* **Data provided**:
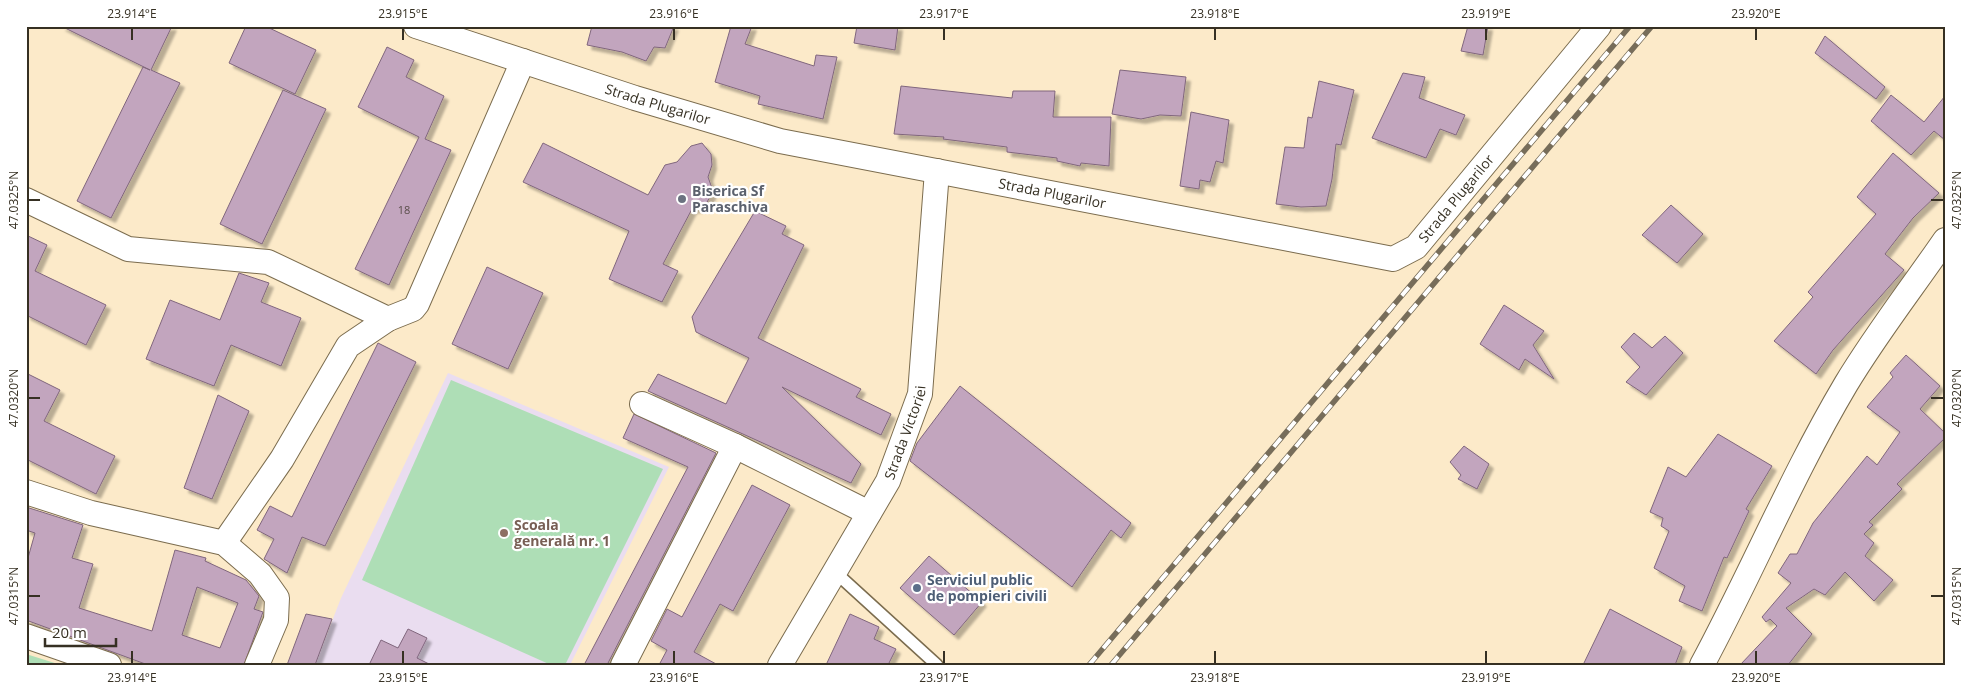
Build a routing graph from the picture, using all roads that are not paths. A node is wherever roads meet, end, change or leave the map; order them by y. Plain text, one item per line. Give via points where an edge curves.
1 (416, 26) edge
2 (1599, 26) edge
3 (523, 61) junction
4 (937, 171) junction
5 (26, 200) edge
6 (1945, 240) edge
7 (388, 319) junction
8 (642, 404) dead end
9 (735, 446) junction
10 (26, 492) edge
11 (869, 513) junction
12 (224, 543) junction
13 (835, 572) junction
14 (26, 636) edge
15 (109, 665) edge
16 (257, 665) edge
17 (623, 665) edge
18 (780, 665) edge
19 (937, 665) edge
20 (1702, 665) edge

1 - 3 street, Strada Plugarilor
2 - 4 street, Strada Plugarilor via 1416,246 1393,259
3 - 4 street, Strada Plugarilor via 780,141
3 - 7 street via 417,304
4 - 11 street, Strada Victoriei via 920,394 888,481
5 - 7 street via 128,248 268,262
6 - 20 street via 1893,311 1846,384 1804,460
7 - 12 street via 348,346 282,459
8 - 9 street
9 - 11 street
9 - 17 street
10 - 12 street via 92,513
11 - 13 street, Strada Victoriei
12 - 16 street via 260,574 278,598 276,620
13 - 18 street, Strada Victoriei
13 - 19 lane
14 - 15 street

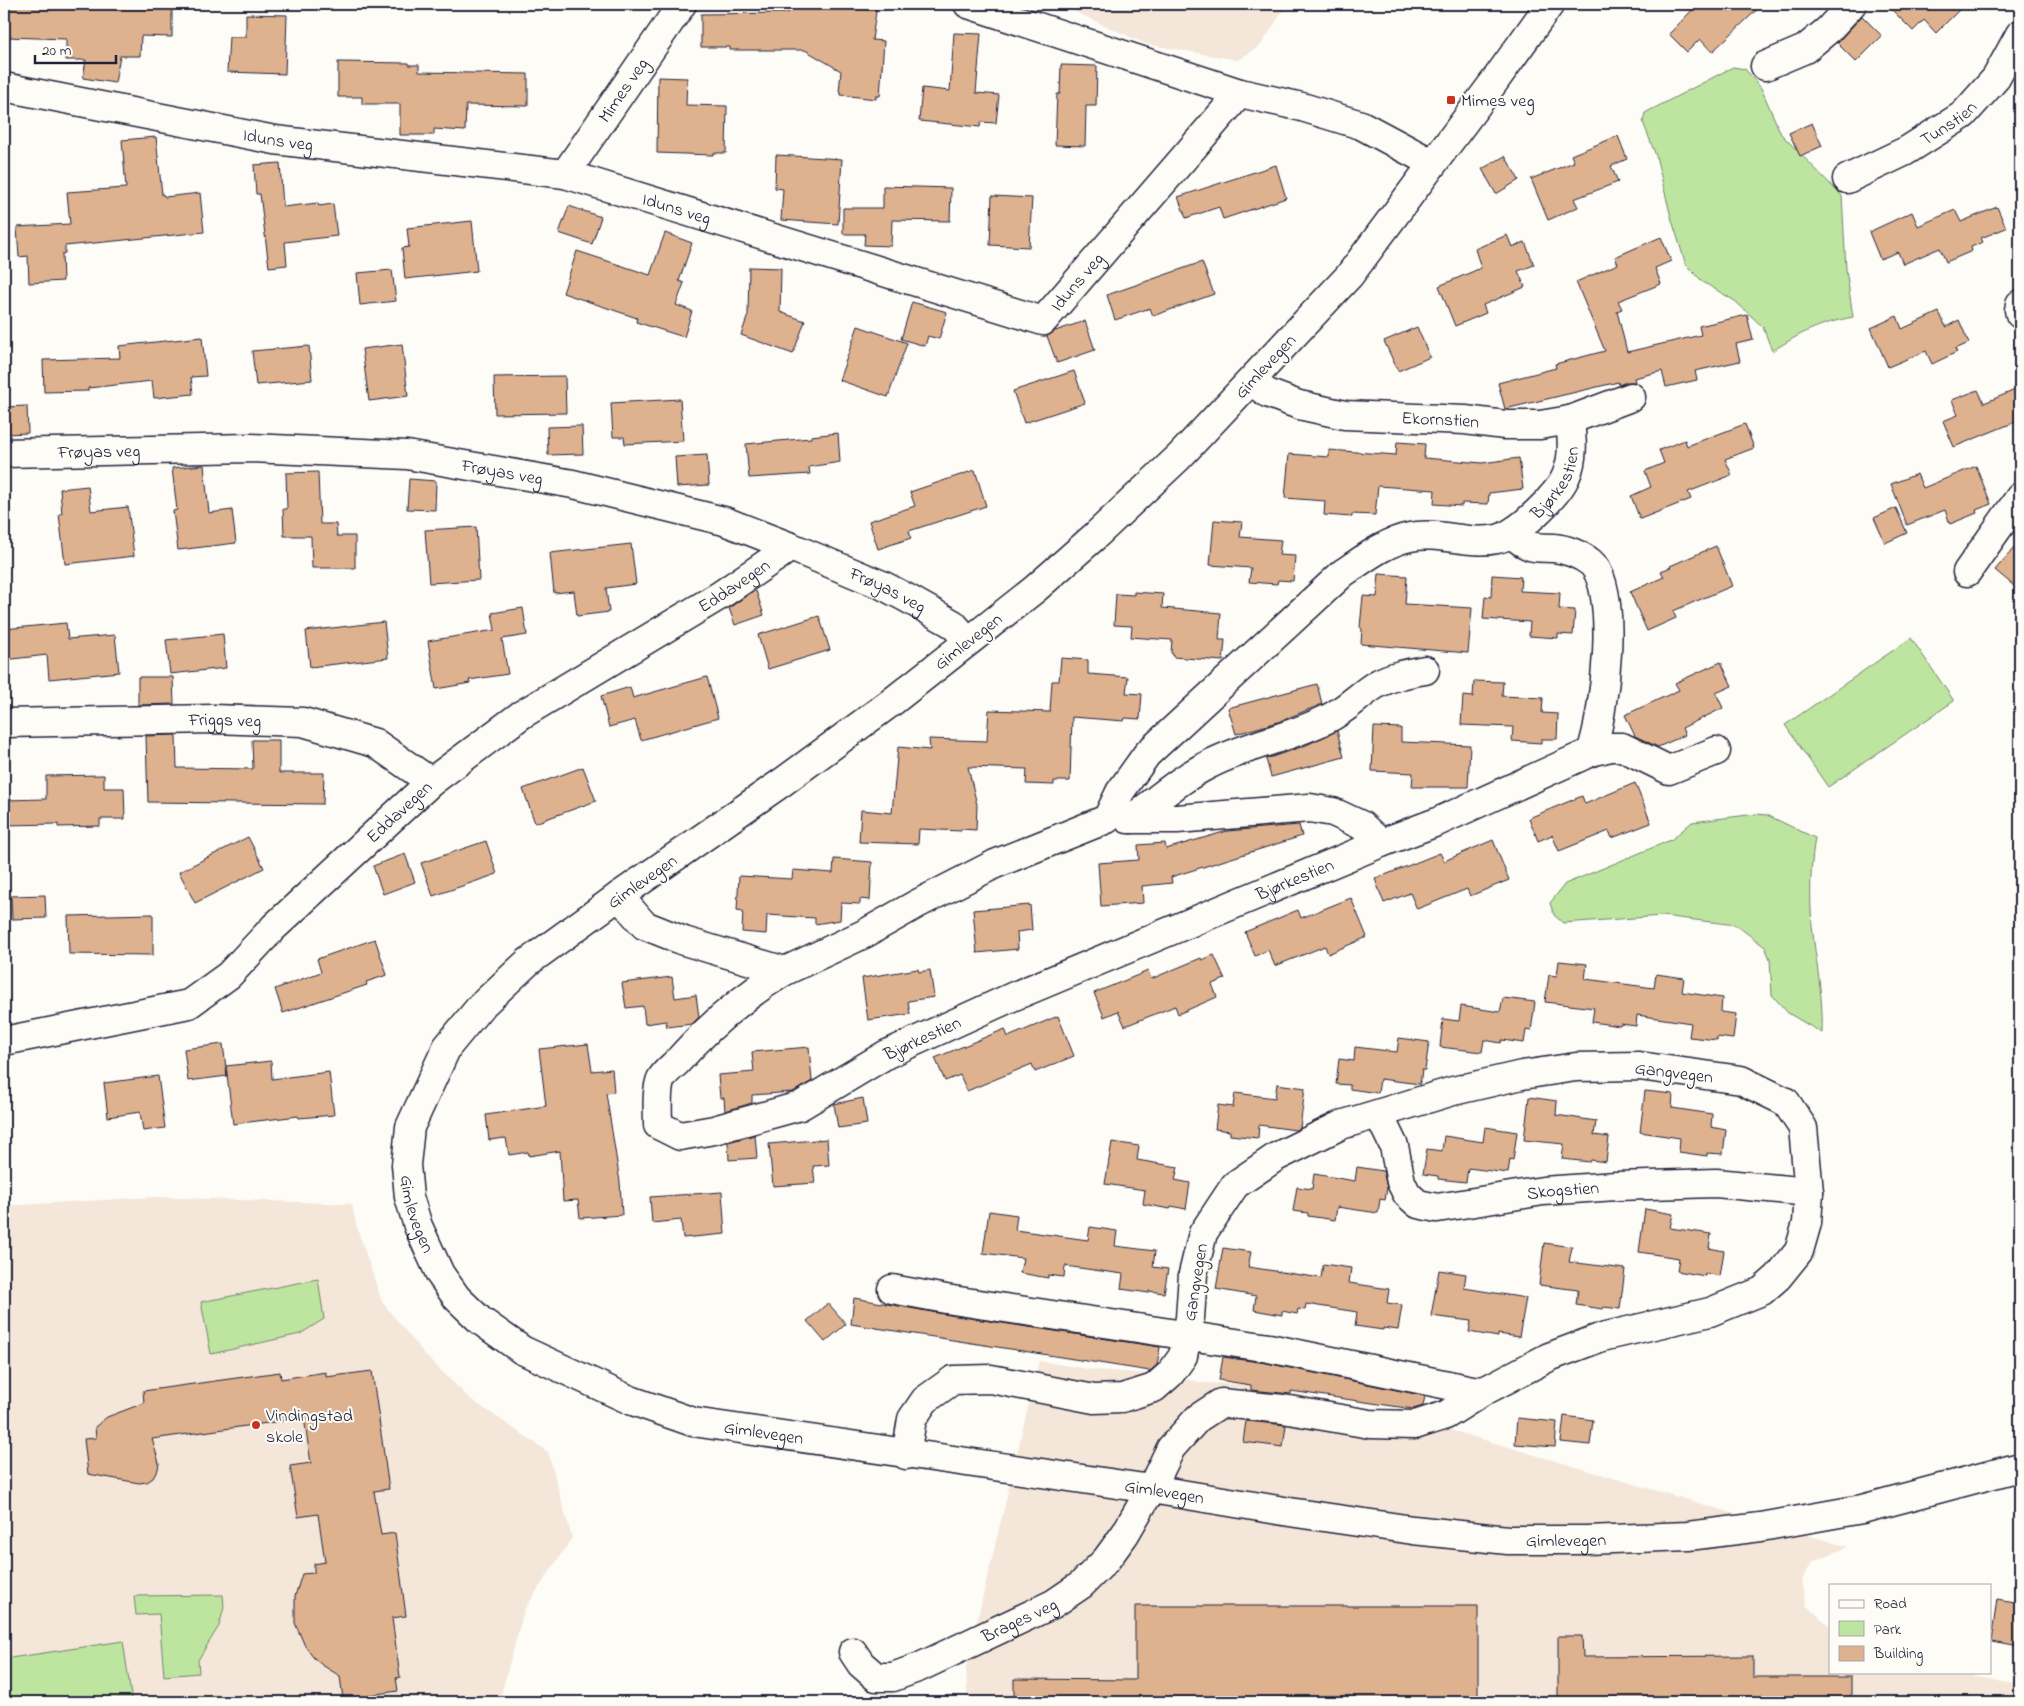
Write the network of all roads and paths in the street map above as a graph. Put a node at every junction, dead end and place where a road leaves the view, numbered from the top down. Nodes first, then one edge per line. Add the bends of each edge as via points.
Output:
1 (682, 4) edge
2 (968, 4) edge
3 (1550, 4) edge
4 (1852, 4) edge
5 (2020, 34) edge
6 (1765, 66) dead end
7 (4, 88) edge
8 (1240, 93) junction
9 (1432, 163) junction
10 (565, 174) junction
11 (1847, 179) dead end
12 (2020, 304) edge
13 (2020, 314) edge
14 (1252, 381) junction
15 (1631, 397) dead end
16 (1570, 420) junction
17 (4, 453) edge
18 (2020, 497) edge
19 (1512, 534) junction
20 (792, 547) junction
21 (1967, 572) dead end
22 (968, 641) junction
23 (1424, 670) dead end
24 (4, 723) edge
25 (1716, 751) dead end
26 (1591, 752) junction
27 (431, 782) junction
28 (1119, 819) junction
29 (1381, 843) junction
30 (619, 896) junction
31 (785, 971) junction
32 (4, 1041) edge
33 (1379, 1115) junction
34 (1810, 1192) junction
35 (892, 1289) dead end
36 (1187, 1336) junction
37 (1484, 1391) junction
38 (906, 1455) junction
39 (2020, 1467) edge
40 (1151, 1489) junction
41 (853, 1652) dead end

1 - 10 street, Mimes veg
2 - 8 street
3 - 9 street, Gimlevegen
4 - 6 street via 1805,49
5 - 11 street, Tunstien via 1996,78 1963,115 1906,151
7 - 10 street, Iduns veg via 275,140
8 - 9 street via 1361,125
8 - 10 street, Iduns veg via 1043,321
9 - 14 street, Gimlevegen via 1350,276
12 - 13 street
14 - 16 street, Ekornstien via 1267,393 1345,415 1505,425 1540,425
14 - 22 street, Gimlevegen via 1179,457 1094,537
15 - 16 street, Ekornstien
16 - 19 street, Bjørkestien via 1573,448 1566,477 1547,501
17 - 20 street, Frøyas veg via 251,448 407,455 592,489 724,521
18 - 21 street
19 - 26 street, Bjørkestien via 1529,546 1556,548 1580,556 1592,563 1602,583 1608,609 1606,669 1598,731
19 - 28 street, Bjørkestien via 1497,540 1411,536 1373,552 1350,568 1147,754 1120,792
20 - 22 street, Frøyas veg via 897,593 953,624
20 - 27 street, Eddavegen via 719,596 521,715
22 - 30 street, Gimlevegen via 792,776
23 - 28 street, Bjørkestien via 1397,675 1376,684 1328,719 1209,764
24 - 27 street, Friggs veg via 213,719 303,722 375,743
25 - 26 street, Bjørkestien via 1670,770 1622,748 1611,746
26 - 29 street, Bjørkestien via 1437,822
27 - 32 street, Eddavegen via 274,928 229,975 189,1004
28 - 29 street, Bjørkestien via 1177,819 1310,808 1333,812 1361,825
28 - 31 street, Bjørkestien via 995,864 864,934
29 - 31 street, Bjørkestien via 1012,997 887,1054 800,1106 680,1136 658,1125 661,1080 723,1018 758,988
30 - 31 street via 644,925 684,941
30 - 38 street, Gimlevegen via 528,962 480,1007 447,1047 428,1087 410,1126 406,1165 408,1197 440,1274 481,1322 522,1350 630,1400 693,1422
33 - 34 street, Skogstien via 1394,1146 1401,1182 1407,1194 1418,1204 1437,1208 1542,1191 1616,1186 1716,1183
33 - 34 street, Gangvegen via 1470,1087 1576,1067 1639,1066 1741,1080 1786,1102 1803,1128
33 - 36 street, Gangvegen via 1342,1125 1276,1157 1235,1185 1203,1233 1193,1274
34 - 37 street, Gangvegen via 1807,1223 1798,1251 1778,1277 1762,1291 1710,1312 1602,1337 1549,1357
35 - 36 street, Gangvegen
36 - 37 street, Gangvegen via 1269,1348
36 - 38 street, Gangvegen via 1184,1356 1170,1374 1154,1388 1122,1398 1094,1400 991,1379 952,1380 925,1400 912,1419
37 - 40 street, Gangvegen via 1446,1415 1415,1425 1370,1424 1283,1409 1221,1403 1198,1418 1171,1448
38 - 40 street, Gimlevegen
39 - 40 street, Gimlevegen via 1862,1509 1761,1528 1688,1536 1587,1540 1508,1540 1413,1530
40 - 41 street, Brages veg via 1106,1560 1081,1585 1053,1604 893,1677 876,1677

* **Task to carry out**: Print the data above from its first line through the line that has "Write the network", exactly and with nothing else, omitting pictures.

* **Response**:
Build a routing graph from the picture, using all roads that are not paths. A node is wherever roads meet, end, change or leave the map; order them by y. Plain text, one item per line. Give via points where an edge curves.
1 (416, 26) edge
2 (1599, 26) edge
3 (523, 61) junction
4 (937, 171) junction
5 (26, 200) edge
6 (1945, 240) edge
7 (388, 319) junction
8 (642, 404) dead end
9 (735, 446) junction
10 (26, 492) edge
11 (869, 513) junction
12 (224, 543) junction
13 (835, 572) junction
14 (26, 636) edge
15 (109, 665) edge
16 (257, 665) edge
17 (623, 665) edge
18 (780, 665) edge
19 (937, 665) edge
20 (1702, 665) edge

1 - 3 street, Strada Plugarilor
2 - 4 street, Strada Plugarilor via 1416,246 1393,259
3 - 4 street, Strada Plugarilor via 780,141
3 - 7 street via 417,304
4 - 11 street, Strada Victoriei via 920,394 888,481
5 - 7 street via 128,248 268,262
6 - 20 street via 1893,311 1846,384 1804,460
7 - 12 street via 348,346 282,459
8 - 9 street
9 - 11 street
9 - 17 street
10 - 12 street via 92,513
11 - 13 street, Strada Victoriei
12 - 16 street via 260,574 278,598 276,620
13 - 18 street, Strada Victoriei
13 - 19 lane
14 - 15 street

Write the network of all roads and paths in the street map above as a graph. Put a node at every junction, dead end and place where a road leaves the view, numbered from the top down. Nodes first, then one edge per line. Add the bends of each edge as via points.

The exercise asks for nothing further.